Totals: APOLLO City 2022 scores 25, KAABO Mantis 10 scores 24.
Based on the scoring, the APOLLO City 2022 is our overall winner. Between these two, the Kaabo Mantis 10 ultimately feels like the more memorable scooter to live with - the one that turns ordinary journeys into little rides you actually look forward to. It's not as polished, not as weatherproof and certainly not as "appliance-like" as the Apollo, but it delivers that extra spark that makes you forgive its rough edges. The Apollo City 2022 Pro earns respect rather than love: it's the dependable partner that gets you to work without drama, even when the sky opens and the roads are miserable.

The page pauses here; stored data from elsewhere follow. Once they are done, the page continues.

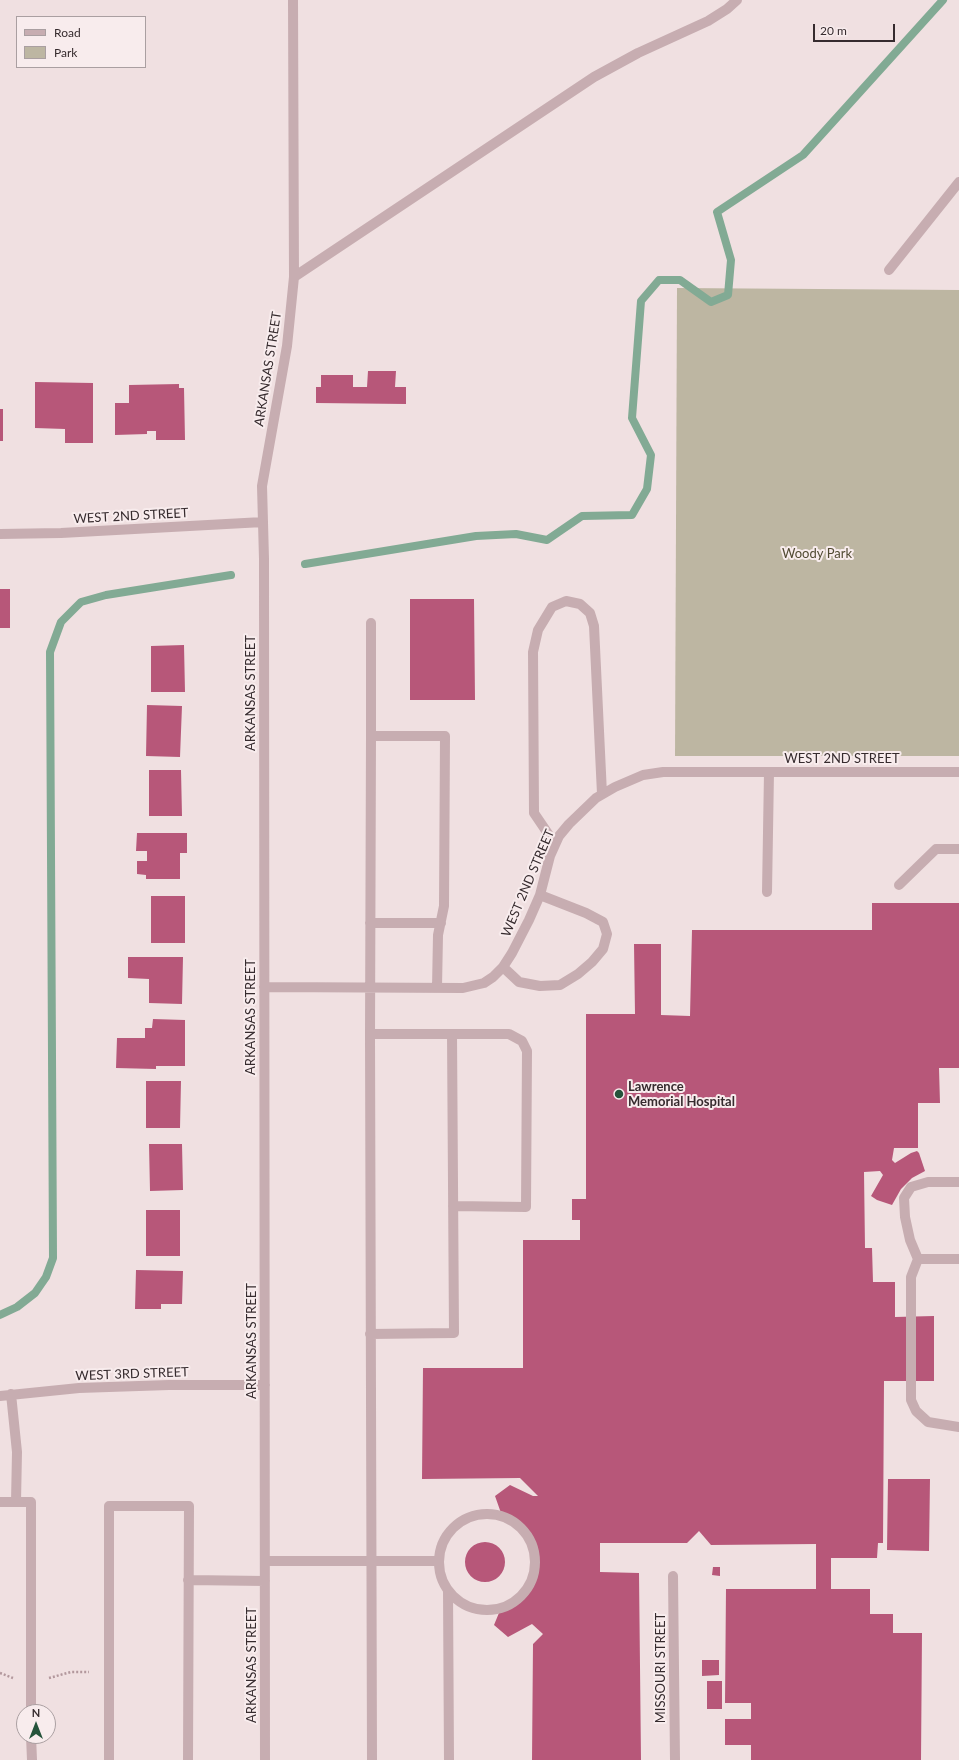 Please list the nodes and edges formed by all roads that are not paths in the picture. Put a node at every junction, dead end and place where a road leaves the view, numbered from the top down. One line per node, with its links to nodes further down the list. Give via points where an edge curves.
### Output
1 (293, 0): 5 (street, ARKANSAS STREET)
2 (737, 0): 5 (street, via 708,21 638,53 594,78)
3 (959, 182): 4 (street)
4 (889, 270)
5 (294, 277): 6 (street, ARKANSAS STREET, via 287,346 262,486)
6 (263, 522): 7 (street, WEST 2ND STREET); 21 (street, ARKANSAS STREET)
7 (0, 534)
8 (371, 623): 9 (street)
9 (371, 736): 18 (street); 19 (street, via 444,736 444,906)
10 (769, 772): 11 (street, WEST 2ND STREET); 12 (street, WEST 2ND STREET, via 663,772 638,777); 16 (street)
11 (959, 772)
12 (602, 794): 13 (street, WEST 2ND STREET, via 569,824); 13 (street, via 594,626 590,613 580,604 566,601 552,607 538,630 534,652 534,813)
13 (556, 844): 17 (street, WEST 2ND STREET)
14 (959, 849): 15 (street, via 936,849)
15 (899, 885)
16 (767, 892)
17 (540, 895): 20 (street, WEST 2ND STREET); 20 (street, via 603,922 607,934 603,949 578,974 560,985 540,986 519,982)
18 (370, 922): 19 (street); 22 (street)
19 (441, 923): 23 (street, via 438,935)
20 (503, 967): 23 (street, WEST 2ND STREET, via 484,983 463,988)
21 (264, 987): 22 (street, WEST 2ND STREET); 31 (street, ARKANSAS STREET)
22 (370, 988): 23 (street, WEST 2ND STREET); 24 (street)
23 (437, 988)
24 (370, 1034): 25 (street); 30 (street)
25 (452, 1034): 27 (street); 27 (street, via 509,1034 522,1041 527,1052 526,1207)
26 (959, 1182): 28 (street, via 928,1182 911,1187 904,1198 910,1240)
27 (453, 1206): 30 (street, via 454,1334)
28 (918, 1259): 29 (street); 34 (street, via 911,1277 911,1400 916,1411 928,1422)
29 (959, 1259)
30 (370, 1334): 38 (street)
31 (265, 1385): 32 (street, WEST 3RD STREET, via 79,1388); 37 (street, ARKANSAS STREET)
32 (11, 1394): 33 (street, WEST 3RD STREET); 36 (street, via 17,1452)
33 (0, 1396)
34 (959, 1427)
35 (0, 1502): 36 (street)
36 (16, 1502): 44 (street, via 31,1502)
37 (265, 1562): 38 (street); 42 (street, ARKANSAS STREET)
38 (371, 1562): 39 (street); 50 (street)
39 (439, 1562): 43 (street, via 439,1570); 43 (street, via 444,1540 453,1527 466,1518 482,1514 498,1515 512,1521 524,1532 532,1545 535,1560 533,1576 526,1590 514,1601 500,1608 484,1610 468,1606)
40 (674, 1576): 52 (street, MISSOURI STREET)
41 (188, 1580): 42 (street); 47 (street, via 189,1506 109,1506); 48 (street)
42 (265, 1580): 49 (street, ARKANSAS STREET)
43 (448, 1590): 51 (street)
44 (31, 1704)
45 (31, 1744): 46 (street)
46 (32, 1760)
47 (109, 1760)
48 (188, 1760)
49 (265, 1760)
50 (372, 1760)
51 (449, 1760)
52 (675, 1760)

If you want your scooter to disappear into your routine, it's the smarter pick; if you want it to be the best part of your day, the Mantis 10 is the one that will keep you sneaking in "just one more lap" before you go home.
That's our verdict when we try to stay objective – but hey, riding is mostly about emotions anyway, so pick the one that will make you look forward to your commute every single day.